Approach to the problem that uses transfer learning on existing ResNet network

In [30]:
import numpy as np

import matplotlib.pyplot as plt 

import torch
from torch.utils.data import DataLoader
from torchvision import datasets, transforms, models
from torchvision.transforms import ToTensor
import torch.nn as nn 
import torch.nn.functional as F

In [31]:
custom_train_transform = transforms.Compose([
    transforms.Resize((224, 224)),  # Resize image to 224x224 (for ResNET)
    transforms.ToTensor(),  # Converts image to a PyTorch tensor
    transforms.GaussianBlur(kernel_size=5, sigma=(0.1, 2.0)),  # Apply Gaussian blur
    transforms.RandomRotation(degrees=30),  # Apply random rotation (range: -30 to +30 degrees)
])
custom_val_transform = transforms.Compose([
    transforms.Resize((224, 224)),  # Resize image to 224x224 (for ResNET)
    transforms.ToTensor() # Converts image to a PyTorch tensor
])

In [32]:
training_data = datasets.MNIST(
    root="data",
    train=True,
    download=True,
    transform=custom_train_transform
)

test_data = datasets.MNIST(
    root="data",
    train=False,
    download=True,
    transform=custom_val_transform
)

In [36]:
class Griff_CNN(nn.Module):
    def __init__(self):
        super(Griff_CNN, self).__init__()

        self.model = models.resnet18(weights='DEFAULT')

        # Modify the first convolution layer to accept 1 channel instead of 3
        self.model.conv1 = torch.nn.Conv2d(1, 64, kernel_size=(7, 7), stride=(2, 2), padding=(3, 3), bias=False)

        # Replace the last fully connected layer with a new one for 10 classes
        self.model.fc = torch.nn.Linear(in_features=self.model.fc.in_features, out_features=10)

        # Freeze all layers except the final fully connected layer
        for param in self.model.parameters():
            param.requires_grad = False
            
        for param in self.model.fc.parameters():
            param.requires_grad = True

    def forward(self, x): 
        
        x = self.model(x)

        return x
                

In [None]:
device = (
    "cuda"
    if torch.cuda.is_available()
    else "mps"
    if torch.backends.mps.is_available()
    else "cpu"
)
print(f"Using {device} device")

model = Griff_CNN().to(device)

In [None]:
def train_loop(dataloader, model, loss_fn, optimizer, history, device):
    
    size = len(dataloader.dataset)
    num_batches = len(dataloader)
    model.train()

    train_loss, correct_guesses = 0., 0

    for batch, (X, y) in enumerate(dataloader):
        X, y = X.to(device), y.to(device)
        # forward prediction
        pred = model(X) 
        loss = loss_fn(pred, y)
        correct = (pred.argmax(1) == y).type(torch.float).sum().item()

        # backpropagation
        optimizer.zero_grad()
        loss.backward()
        optimizer.step()

        train_loss += loss.item() 
        correct_guesses += correct 

        if batch % 100 == 0:
            current = batch * len(X)
            print(f"loss: {loss.item():>7f}  [{current:>5d}/{size:>5d}]")

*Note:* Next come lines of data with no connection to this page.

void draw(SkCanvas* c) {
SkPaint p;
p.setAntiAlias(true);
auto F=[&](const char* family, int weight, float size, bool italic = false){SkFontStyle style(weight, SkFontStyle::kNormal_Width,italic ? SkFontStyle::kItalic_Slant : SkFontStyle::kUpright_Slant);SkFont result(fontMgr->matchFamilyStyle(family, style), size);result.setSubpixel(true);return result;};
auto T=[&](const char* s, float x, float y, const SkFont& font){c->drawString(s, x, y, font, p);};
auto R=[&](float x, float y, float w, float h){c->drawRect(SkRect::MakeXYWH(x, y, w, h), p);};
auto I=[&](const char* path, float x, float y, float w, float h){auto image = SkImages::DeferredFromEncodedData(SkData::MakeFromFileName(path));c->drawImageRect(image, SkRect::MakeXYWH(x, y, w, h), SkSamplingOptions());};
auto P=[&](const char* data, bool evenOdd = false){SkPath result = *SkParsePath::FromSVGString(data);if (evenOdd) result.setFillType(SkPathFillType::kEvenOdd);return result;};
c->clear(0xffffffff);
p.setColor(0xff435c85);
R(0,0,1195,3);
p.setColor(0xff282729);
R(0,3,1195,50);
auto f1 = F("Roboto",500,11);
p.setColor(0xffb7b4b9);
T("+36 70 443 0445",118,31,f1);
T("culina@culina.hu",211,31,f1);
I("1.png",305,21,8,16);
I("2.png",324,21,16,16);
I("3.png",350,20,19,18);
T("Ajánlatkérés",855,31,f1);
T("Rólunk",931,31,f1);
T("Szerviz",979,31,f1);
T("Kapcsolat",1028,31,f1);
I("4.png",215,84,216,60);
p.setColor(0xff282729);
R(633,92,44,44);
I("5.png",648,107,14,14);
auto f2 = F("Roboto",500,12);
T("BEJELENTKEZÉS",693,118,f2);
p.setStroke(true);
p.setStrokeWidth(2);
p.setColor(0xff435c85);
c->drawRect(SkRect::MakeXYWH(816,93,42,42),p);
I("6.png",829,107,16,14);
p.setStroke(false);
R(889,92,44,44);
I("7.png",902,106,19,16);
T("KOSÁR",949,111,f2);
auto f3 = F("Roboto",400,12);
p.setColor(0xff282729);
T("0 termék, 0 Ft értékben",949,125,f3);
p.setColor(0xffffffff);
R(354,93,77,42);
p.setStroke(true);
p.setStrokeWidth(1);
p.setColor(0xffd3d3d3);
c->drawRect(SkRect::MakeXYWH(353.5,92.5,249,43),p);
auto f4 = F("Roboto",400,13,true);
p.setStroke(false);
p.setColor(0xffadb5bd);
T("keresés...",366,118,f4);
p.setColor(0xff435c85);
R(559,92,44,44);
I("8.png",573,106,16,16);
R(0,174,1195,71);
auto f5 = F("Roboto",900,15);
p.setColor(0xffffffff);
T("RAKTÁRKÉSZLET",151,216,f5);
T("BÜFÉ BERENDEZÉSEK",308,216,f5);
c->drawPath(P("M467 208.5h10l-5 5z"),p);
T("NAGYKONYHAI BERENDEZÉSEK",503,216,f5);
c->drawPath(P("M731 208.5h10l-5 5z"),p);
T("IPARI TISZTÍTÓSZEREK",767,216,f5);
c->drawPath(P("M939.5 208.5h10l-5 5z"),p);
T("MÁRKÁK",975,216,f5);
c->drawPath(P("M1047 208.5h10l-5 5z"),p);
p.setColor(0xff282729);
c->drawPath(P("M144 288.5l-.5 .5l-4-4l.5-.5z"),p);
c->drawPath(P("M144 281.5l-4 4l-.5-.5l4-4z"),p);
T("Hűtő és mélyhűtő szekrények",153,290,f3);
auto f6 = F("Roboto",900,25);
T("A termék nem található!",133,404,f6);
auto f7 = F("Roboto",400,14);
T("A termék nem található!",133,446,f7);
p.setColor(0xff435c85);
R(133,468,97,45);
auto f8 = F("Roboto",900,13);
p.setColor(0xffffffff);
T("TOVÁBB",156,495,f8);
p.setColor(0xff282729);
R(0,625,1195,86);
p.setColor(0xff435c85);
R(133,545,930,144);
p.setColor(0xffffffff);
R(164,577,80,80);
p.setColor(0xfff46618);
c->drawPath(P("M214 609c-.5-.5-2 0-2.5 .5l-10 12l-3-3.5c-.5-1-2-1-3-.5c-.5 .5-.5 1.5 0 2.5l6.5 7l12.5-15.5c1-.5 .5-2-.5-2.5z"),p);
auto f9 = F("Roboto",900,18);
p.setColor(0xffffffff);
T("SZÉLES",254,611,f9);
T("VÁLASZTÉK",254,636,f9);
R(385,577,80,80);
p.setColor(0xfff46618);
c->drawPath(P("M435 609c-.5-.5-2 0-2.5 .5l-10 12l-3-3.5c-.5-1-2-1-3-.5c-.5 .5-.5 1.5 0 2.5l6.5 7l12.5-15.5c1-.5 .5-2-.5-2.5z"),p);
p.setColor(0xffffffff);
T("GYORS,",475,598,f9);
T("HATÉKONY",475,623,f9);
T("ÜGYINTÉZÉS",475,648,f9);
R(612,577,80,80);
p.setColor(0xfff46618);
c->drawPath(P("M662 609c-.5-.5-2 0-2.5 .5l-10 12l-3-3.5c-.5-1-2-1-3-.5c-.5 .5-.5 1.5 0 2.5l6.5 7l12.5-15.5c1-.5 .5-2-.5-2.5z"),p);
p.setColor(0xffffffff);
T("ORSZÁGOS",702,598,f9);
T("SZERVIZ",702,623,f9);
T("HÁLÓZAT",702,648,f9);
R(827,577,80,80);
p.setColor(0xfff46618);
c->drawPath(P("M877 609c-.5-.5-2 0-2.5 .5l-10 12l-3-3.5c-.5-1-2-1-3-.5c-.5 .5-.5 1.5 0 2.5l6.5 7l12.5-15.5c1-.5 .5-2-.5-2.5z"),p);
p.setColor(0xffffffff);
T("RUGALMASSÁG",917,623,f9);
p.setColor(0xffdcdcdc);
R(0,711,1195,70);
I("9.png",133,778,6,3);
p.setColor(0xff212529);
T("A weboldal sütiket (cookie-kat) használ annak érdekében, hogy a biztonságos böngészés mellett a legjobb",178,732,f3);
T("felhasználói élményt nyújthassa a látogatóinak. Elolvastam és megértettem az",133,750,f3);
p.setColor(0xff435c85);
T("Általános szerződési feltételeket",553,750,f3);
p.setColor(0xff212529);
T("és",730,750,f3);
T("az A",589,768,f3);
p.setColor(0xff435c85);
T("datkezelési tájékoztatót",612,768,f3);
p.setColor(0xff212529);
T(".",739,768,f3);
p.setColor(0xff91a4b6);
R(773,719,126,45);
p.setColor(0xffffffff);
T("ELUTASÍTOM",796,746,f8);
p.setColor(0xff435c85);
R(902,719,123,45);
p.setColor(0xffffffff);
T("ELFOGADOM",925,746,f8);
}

    train_loss /= num_batches 
    correct_guesses /= size

    history['train_loss'].append(train_loss)
    history['train_accuracy'].append(correct_guesses)

In [None]:
def test_loop(dataloader, model, loss_fn, history, device):
    model.eval()
    size = len(dataloader.dataset)
    num_batches = len(dataloader)
    test_loss, correct = 0., 0. 

    with torch.no_grad(): 
        for X, y in dataloader:
            X, y = X.to(device), y.to(device)
            pred = model(X) 
            test_loss += loss_fn(pred, y).item()
            correct += (pred.argmax(1) == y).type(torch.float).sum().item()

    test_loss /= num_batches 
    correct /= size 
    print(f"Test Error: \n Accuracy: {(100*correct):>0.1f}%, Avg loss: {test_loss:>8f} \n")

    history['val_loss'].append(test_loss)
    history['val_accuracy'].append(correct)

In [None]:
loss_fn = nn.CrossEntropyLoss()

batchsize = 64 # mini-batch size 
nworkers = 4
lr = 1.0e-3 # learning rate
epochs = 1 # number of training epochs 

# ADAM optimizer parameters
beta1 = 0.9 
beta2 = 0.999 
eps = 1.0e-8
lambd = 1.0e-5

In [None]:
# Define optimiser
optimizer = torch.optim.Adam(model.parameters(), 
                             lr=lr, 
                             betas=(beta1, beta2), 
                             eps=eps, 
                             weight_decay=lambd)

train_dataloader = DataLoader(training_data, batch_size=batchsize, num_workers=nworkers)
test_dataloader = DataLoader(test_data, batch_size=batchsize, num_workers=nworkers)

In [None]:
history = {'epoch' : [], 
           'train_loss' : [],
           'train_accuracy' : [],
           'val_loss': [],
           'val_accuracy' : []
}

In [None]:

for t in range(epochs):
    print(f"Epoch {t+1}\n-------------------------------")
    history['epoch'].append(t+1)
    train_loop(train_dataloader, model, loss_fn, optimizer, history, device)
    test_loop(test_dataloader, model, loss_fn, history, device)
print("Done!")

In [None]:
fig, ax = plt.subplots()
ax.plot(history['epoch'], history['train_loss'], color = 'red', linestyle = '--', label = 'Train')
ax.plot(history['epoch'], history['val_loss'], color = 'blue', linestyle = '--', label = "Test")
ax1 = ax.twinx()
ax1.plot(history['epoch'], 100*np.array(history['train_accuracy']), color = 'red', linestyle = '-')
ax1.plot(history['epoch'], 100*np.array(history['val_accuracy']), color = 'blue', linestyle = '-')

ax.set_xlabel("Epoch")
ax.set_ylabel("Loss")
ax1.set_ylabel("Accuracy (%)")

ax.legend()

fig.tight_layout()